The comment period on the planned new tranche of U.S. duties — which covers 3,805 product categories — is much shorter than in previous rounds and could potentially leave Trump in a position to trigger those tariffs by the time he meets Xi.
Trump said later Monday he was optimistic about resolving the dispute. Speaking at a White House dinner, Trump noted that Treasury Secretary Steven Mnuchin, who was attending the event, returned from trade talks in China two weeks ago.
“He just got back from China. We’ll let you know in about three or four weeks whether of not it was successful. … But I have a feeling it’s going to be very successful,” Trump said.
U.S. farmers are among those most hurt by the trade war, with soybean sales to China plummeting and U.S. soybean futures hitting their lowest level in a decade. Trump said on Monday his administration was planning to provide about $15 billion to help farmers whose products might be targeted.
Farmers, who are a core political constituency for Trump’s Republicans heading into the 2020 presidential and congressional elections, are growing increasingly frustrated with the protracted trade talks and the failure to reach an agreement.
“What that means for soybean growers is that we’re losing,” Davie Stephens, president of the American Soybean Association, said in a statement.
China said on Monday it planned to set import tariffs ranging from 5 percent to 25 percent on 5,140 U.S. products on a $60 billion target list.
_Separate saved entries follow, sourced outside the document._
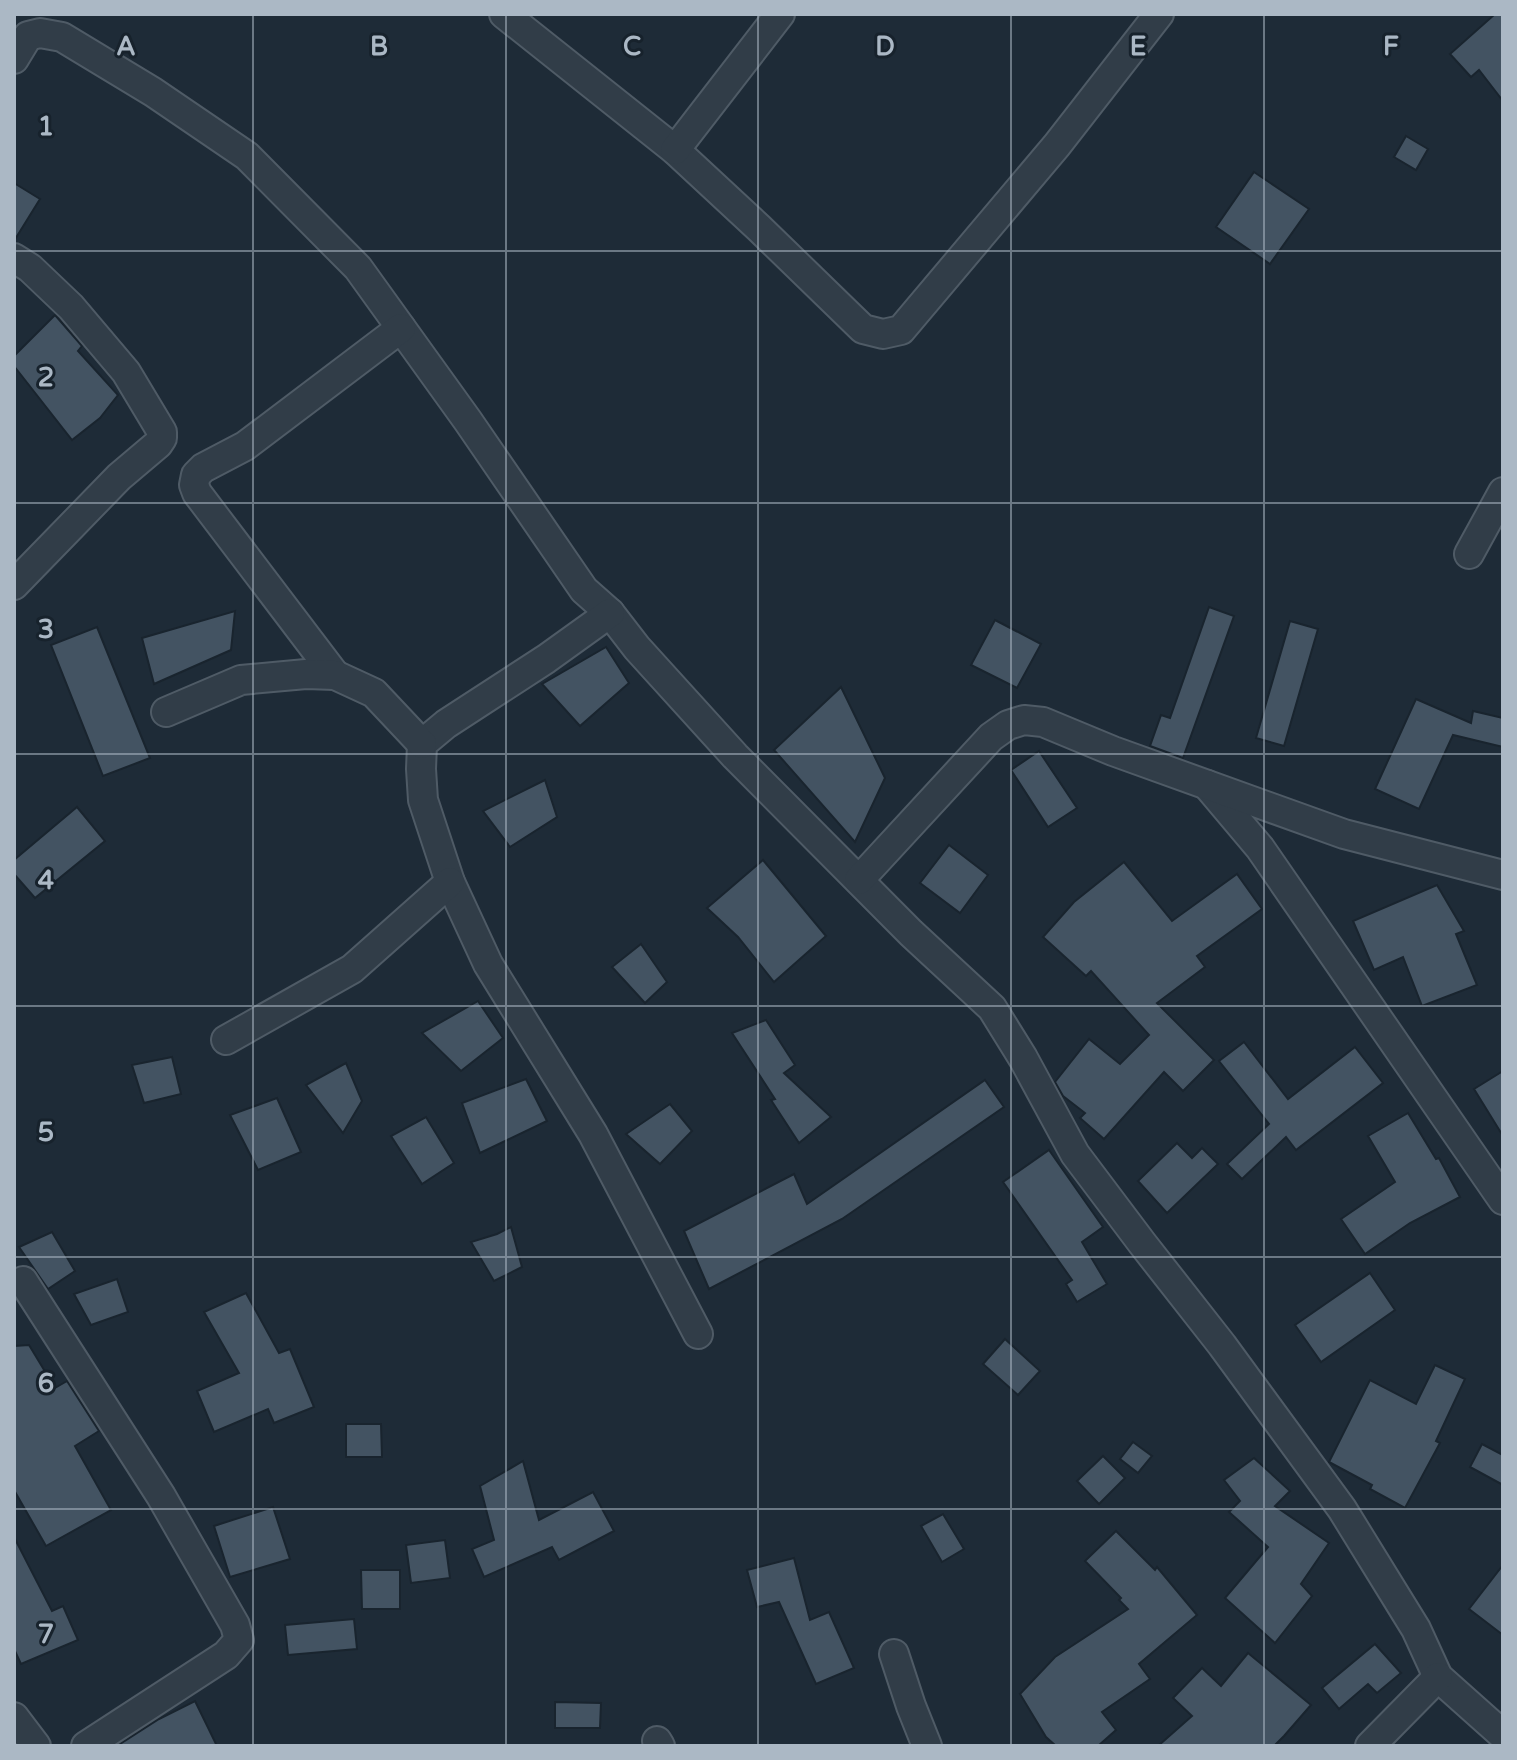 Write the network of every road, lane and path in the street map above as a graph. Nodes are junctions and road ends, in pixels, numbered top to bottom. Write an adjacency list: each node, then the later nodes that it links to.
1 (504, 14): 5 (street)
2 (780, 14): 5 (street)
3 (1159, 14): 5 (street)
4 (14, 59): 7 (street)
5 (675, 150)
6 (14, 258): 10 (street)
7 (401, 328): 11 (street); 12 (street)
8 (1503, 492): 9 (street)
9 (1469, 554)
10 (14, 585)
11 (610, 613): 14 (street); 17 (street)
12 (335, 675): 13 (street); 14 (street)
13 (166, 712)
14 (422, 744): 18 (street)
15 (1207, 784): 16 (street); 17 (street); 20 (street)
16 (1503, 875)
17 (859, 880): 24 (street)
18 (450, 882): 19 (street); 22 (street)
19 (226, 1040)
20 (1503, 1200)
21 (23, 1281): 28 (street)
22 (698, 1334)
23 (894, 1654): 29 (street)
24 (1438, 1677): 26 (street); 30 (street)
25 (14, 1717): 27 (street)
26 (1503, 1735)
27 (36, 1746)
28 (86, 1746)
29 (927, 1746)
30 (1370, 1746)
It said the tariffs would take effect on June 1.
“China’s adjustment on additional tariffs is a response to U.S. unilateralism and protectionism,” its Finance Ministry said. “China hopes the U.S. will get back to the right track of bilateral trade and economic consultations and meet with China halfway.”
In the middle of the negotiations last week, Trump hiked tariffs on $200 billion of Chinese goods to 25 percent from 10 percent. The move affected 5,700 categories of Chinese products, including internet modems and routers.
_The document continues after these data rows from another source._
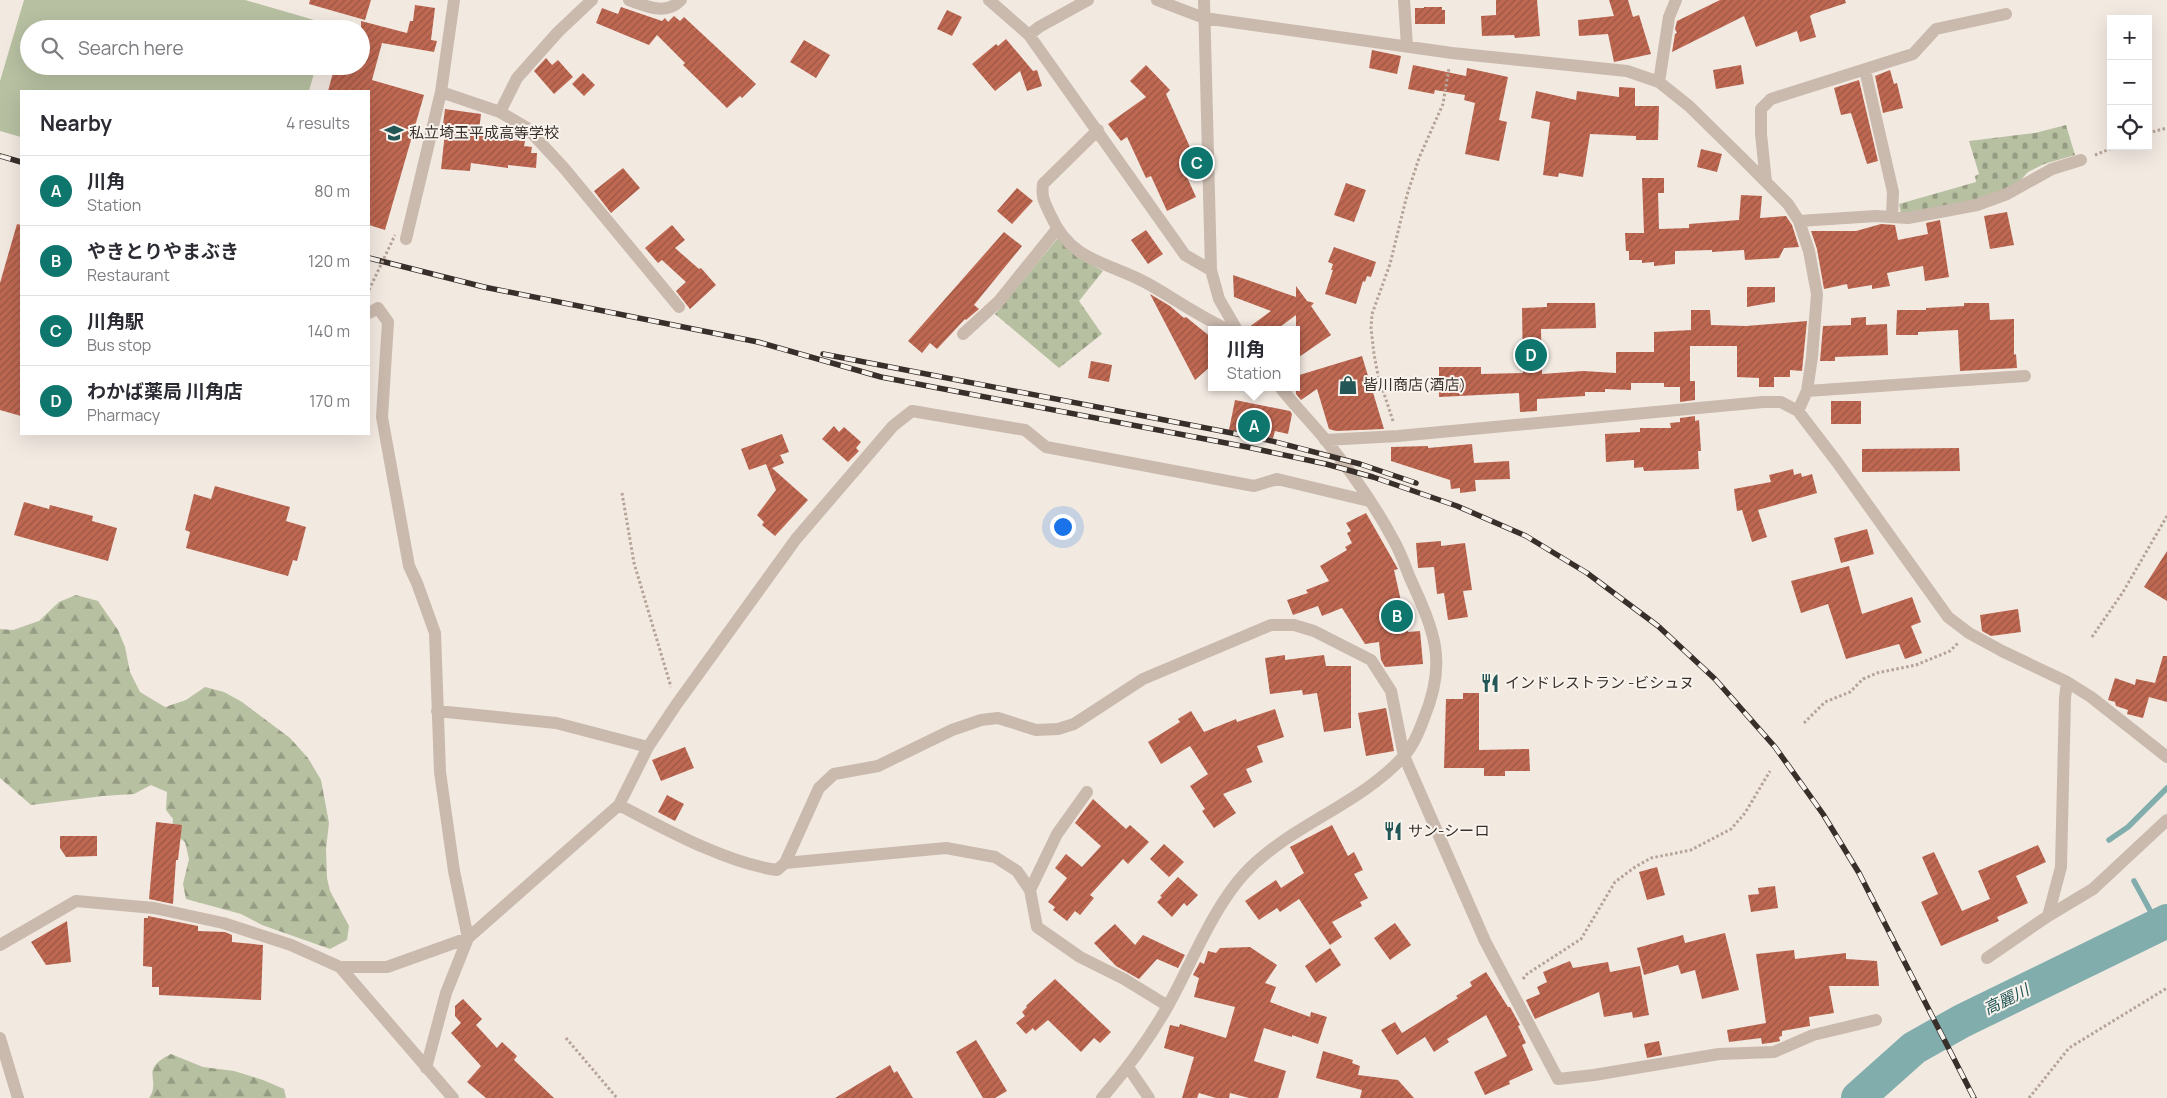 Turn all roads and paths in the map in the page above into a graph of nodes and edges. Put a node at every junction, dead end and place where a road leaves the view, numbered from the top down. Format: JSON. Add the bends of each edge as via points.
{"nodes":[{"id":1,"x":454,"y":0,"type":"edge"},
{"id":2,"x":592,"y":0,"type":"edge"},
{"id":3,"x":629,"y":0,"type":"edge"},
{"id":4,"x":681,"y":0,"type":"edge"},
{"id":5,"x":989,"y":0,"type":"edge"},
{"id":6,"x":1088,"y":0,"type":"edge"},
{"id":7,"x":1157,"y":0,"type":"edge"},
{"id":8,"x":1204,"y":0,"type":"edge"},
{"id":9,"x":1404,"y":0,"type":"edge"},
{"id":10,"x":1676,"y":0,"type":"edge"},
{"id":11,"x":2006,"y":14,"type":"dead end"},
{"id":12,"x":1204,"y":18,"type":"junction"},
{"id":13,"x":1029,"y":35,"type":"junction"},
{"id":14,"x":1407,"y":46,"type":"junction"},
{"id":15,"x":1452,"y":53,"type":"junction"},
{"id":16,"x":1865,"y":70,"type":"junction"},
{"id":17,"x":1659,"y":82,"type":"junction"},
{"id":18,"x":441,"y":92,"type":"junction"},
{"id":19,"x":500,"y":112,"type":"junction"},
{"id":20,"x":2167,"y":128,"type":"edge"},
{"id":21,"x":1098,"y":130,"type":"junction"},
{"id":22,"x":2152,"y":132,"type":"edge"},
{"id":23,"x":2107,"y":150,"type":"edge"},
{"id":24,"x":2080,"y":160,"type":"joint"},
{"id":25,"x":1766,"y":182,"type":"junction"},
{"id":26,"x":1892,"y":217,"type":"junction"},
{"id":27,"x":1799,"y":220,"type":"junction"},
{"id":28,"x":1057,"y":229,"type":"junction"},
{"id":29,"x":400,"y":237,"type":"joint"},
{"id":30,"x":1211,"y":270,"type":"junction"},
{"id":31,"x":370,"y":288,"type":"edge"},
{"id":32,"x":680,"y":307,"type":"dead end"},
{"id":33,"x":370,"y":312,"type":"edge"},
{"id":34,"x":1221,"y":326,"type":"edge"},
{"id":35,"x":1236,"y":326,"type":"edge"},
{"id":36,"x":963,"y":334,"type":"dead end"},
{"id":37,"x":2025,"y":376,"type":"dead end"},
{"id":38,"x":1283,"y":391,"type":"edge"},
{"id":39,"x":1807,"y":391,"type":"junction"},
{"id":40,"x":1798,"y":410,"type":"junction"},
{"id":41,"x":1398,"y":436,"type":"junction"},
{"id":42,"x":1325,"y":440,"type":"junction"},
{"id":43,"x":622,"y":493,"type":"dead end"},
{"id":44,"x":1369,"y":500,"type":"junction"},
{"id":45,"x":2167,"y":516,"type":"edge"},
{"id":46,"x":1969,"y":633,"type":"junction"},
{"id":47,"x":2092,"y":637,"type":"dead end"},
{"id":48,"x":2067,"y":682,"type":"junction"},
{"id":49,"x":676,"y":705,"type":"junction"},
{"id":50,"x":437,"y":711,"type":"junction"},
{"id":51,"x":1804,"y":724,"type":"dead end"},
{"id":52,"x":648,"y":747,"type":"junction"},
{"id":53,"x":1404,"y":756,"type":"junction"},
{"id":54,"x":2167,"y":757,"type":"edge"},
{"id":55,"x":1770,"y":771,"type":"dead end"},
{"id":56,"x":1087,"y":792,"type":"dead end"},
{"id":57,"x":619,"y":805,"type":"junction"},
{"id":58,"x":2167,"y":820,"type":"edge"},
{"id":59,"x":785,"y":864,"type":"junction"},
{"id":60,"x":1030,"y":890,"type":"junction"},
{"id":61,"x":2048,"y":916,"type":"junction"},
{"id":62,"x":468,"y":938,"type":"junction"},
{"id":63,"x":0,"y":945,"type":"edge"},
{"id":64,"x":1987,"y":958,"type":"dead end"},
{"id":65,"x":340,"y":967,"type":"junction"},
{"id":66,"x":2167,"y":988,"type":"edge"},
{"id":67,"x":1512,"y":992,"type":"junction"},
{"id":68,"x":1168,"y":1006,"type":"junction"},
{"id":69,"x":1876,"y":1020,"type":"dead end"},
{"id":70,"x":0,"y":1038,"type":"edge"},
{"id":71,"x":566,"y":1038,"type":"dead end"},
{"id":72,"x":426,"y":1068,"type":"junction"},
{"id":73,"x":1128,"y":1068,"type":"junction"},
{"id":74,"x":18,"y":1098,"type":"edge"},
{"id":75,"x":453,"y":1098,"type":"edge"},
{"id":76,"x":617,"y":1098,"type":"edge"},
{"id":77,"x":1102,"y":1098,"type":"edge"},
{"id":78,"x":1149,"y":1098,"type":"edge"},
{"id":79,"x":2029,"y":1098,"type":"edge"}],
"edges":[{"from":1,"to":18,"type":"street"},
{"from":2,"to":19,"type":"street","via":[[517,78]]},
{"from":3,"to":4,"type":"street","via":[[656,9],[675,6]]},
{"from":5,"to":13,"type":"street"},
{"from":6,"to":13,"type":"street"},
{"from":7,"to":12,"type":"street"},
{"from":8,"to":12,"type":"street"},
{"from":9,"to":14,"type":"street"},
{"from":10,"to":17,"type":"street","via":[[1669,17]]},
{"from":11,"to":16,"type":"street","via":[[1936,29],[1913,54]]},
{"from":12,"to":14,"type":"street"},
{"from":12,"to":30,"type":"street"},
{"from":13,"to":21,"type":"street"},
{"from":14,"to":15,"type":"street"},
{"from":15,"to":17,"type":"street","via":[[1627,71]]},
{"from":15,"to":41,"type":"path","via":[[1443,104],[1418,158],[1390,264],[1372,314],[1377,368]]},
{"from":16,"to":25,"type":"street","via":[[1771,99],[1761,109]]},
{"from":16,"to":26,"type":"street","via":[[1893,192]]},
{"from":17,"to":25,"type":"street","via":[[1689,106]]},
{"from":18,"to":19,"type":"street"},
{"from":18,"to":29,"type":"street"},
{"from":19,"to":32,"type":"street","via":[[527,128],[564,168]]},
{"from":20,"to":22,"type":"path"},
{"from":21,"to":28,"type":"street","via":[[1043,184],[1041,195]]},
{"from":21,"to":30,"type":"street","via":[[1185,255]]},
{"from":23,"to":24,"type":"path"},
{"from":24,"to":26,"type":"street","via":[[2052,169],[2007,194],[1977,205],[1908,218]]},
{"from":25,"to":27,"type":"street"},
{"from":26,"to":27,"type":"street"},
{"from":27,"to":39,"type":"street","via":[[1817,294]]},
{"from":28,"to":34,"type":"street","via":[[1078,252],[1151,285]]},
{"from":28,"to":36,"type":"street","via":[[999,301]]},
{"from":29,"to":31,"type":"path","bridge":true},
{"from":30,"to":35,"type":"street","via":[[1219,299]]},
{"from":33,"to":50,"type":"street","via":[[378,308],[388,322],[382,417],[409,566],[435,633]]},
{"from":37,"to":39,"type":"street"},
{"from":38,"to":42,"type":"street"},
{"from":39,"to":40,"type":"street"},
{"from":40,"to":41,"type":"street","via":[[1781,402],[1763,402]]},
{"from":40,"to":46,"type":"street","via":[[1937,603],[1948,617]]},
{"from":41,"to":42,"type":"street"},
{"from":42,"to":44,"type":"street"},
{"from":43,"to":49,"type":"path","via":[[634,563]]},
{"from":44,"to":49,"type":"street","via":[[1277,479],[1254,486],[1046,447],[1025,430],[912,411],[892,426],[796,539]]},
{"from":44,"to":53,"type":"street","via":[[1394,541],[1433,633],[1436,680],[1418,734]]},
{"from":45,"to":47,"type":"path","via":[[2123,592]]},
{"from":46,"to":48,"type":"street"},
{"from":46,"to":51,"type":"path","via":[[1950,651],[1916,665],[1877,673],[1863,680],[1850,692],[1825,702]]},
{"from":48,"to":54,"type":"street"},
{"from":48,"to":61,"type":"street","via":[[2061,867]]},
{"from":49,"to":52,"type":"street"},
{"from":50,"to":52,"type":"street","via":[[556,723]]},
{"from":50,"to":62,"type":"street","via":[[440,772],[454,871]]},
{"from":52,"to":57,"type":"street"},
{"from":53,"to":59,"type":"street","via":[[1391,691],[1371,660],[1314,631],[1294,625],[1271,625],[1143,680],[1074,724],[1036,730],[998,718],[981,720],[952,730],[878,766],[834,774],[819,788]]},
{"from":53,"to":67,"type":"street","via":[[1485,941]]},
{"from":53,"to":68,"type":"street","via":[[1361,793],[1277,846],[1244,874],[1217,913]]},
{"from":55,"to":67,"type":"path","via":[[1745,813],[1731,829],[1691,850],[1651,858],[1635,867],[1615,882],[1581,939],[1527,974]]},
{"from":56,"to":60,"type":"street","via":[[1057,834]]},
{"from":57,"to":59,"type":"street","via":[[688,840],[754,865],[777,870]]},
{"from":57,"to":62,"type":"street"},
{"from":58,"to":61,"type":"street","via":[[2093,889]]},
{"from":59,"to":60,"type":"street","via":[[946,848],[995,857],[1017,871]]},
{"from":60,"to":68,"type":"street","via":[[1037,927],[1080,957]]},
{"from":61,"to":64,"type":"street"},
{"from":62,"to":65,"type":"street","via":[[387,967]]},
{"from":62,"to":72,"type":"street","via":[[446,993]]},
{"from":63,"to":65,"type":"street","via":[[76,900],[154,908],[223,923],[290,945]]},
{"from":65,"to":72,"type":"street"},
{"from":66,"to":79,"type":"path","via":[[2069,1048]]},
{"from":67,"to":69,"type":"street","via":[[1558,1079],[1719,1054],[1774,1052],[1813,1034]]},
{"from":68,"to":73,"type":"street"},
{"from":70,"to":74,"type":"street"},
{"from":71,"to":76,"type":"path"},
{"from":72,"to":75,"type":"street"},
{"from":73,"to":77,"type":"street"},
{"from":73,"to":78,"type":"street"}]}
Sources have said talks stalled after China tried to delete commitments from a draft agreement that its laws would be changed to enact new policies on issues from intellectual property protection to forced technology transfers.
Beijing said on Monday it would never surrender to external pressure. Its state media kept up a steady drum beat of strongly worded commentary, reiterating that the door to talks was always open but vowing that China would defend its national interests and dignity.
State television said in a commentary the effect of the U.S. tariffs on the Chinese economy was “totally controllable.”
Trump has said he is in no rush to finalize a deal with China. He again defended the move to hike U.S. tariffs and said there was no reason why American consumers would pay the costs.
Economists and industry consultants, however, maintain that it is U.S. businesses that will pay the costs and likely pass them on to consumers.
U.S. tariffs last year triggered retaliation by China, which imposed 25 percent levies on $50 billion worth of U.S. products including soybeans, beef and pork and lower tariffs on a list of $60 billion in goods.
Goldman Sachs economists said in a research note new evidence showed the costs of Washington’s tariffs on China last year had fallen entirely on U.S. businesses and households, with no clear reduction in prices charged by Chinese exporters.
They said the effects of the tariffs had spilled over noticeably to the prices charged by U.S. producers competing with goods affected by the levies.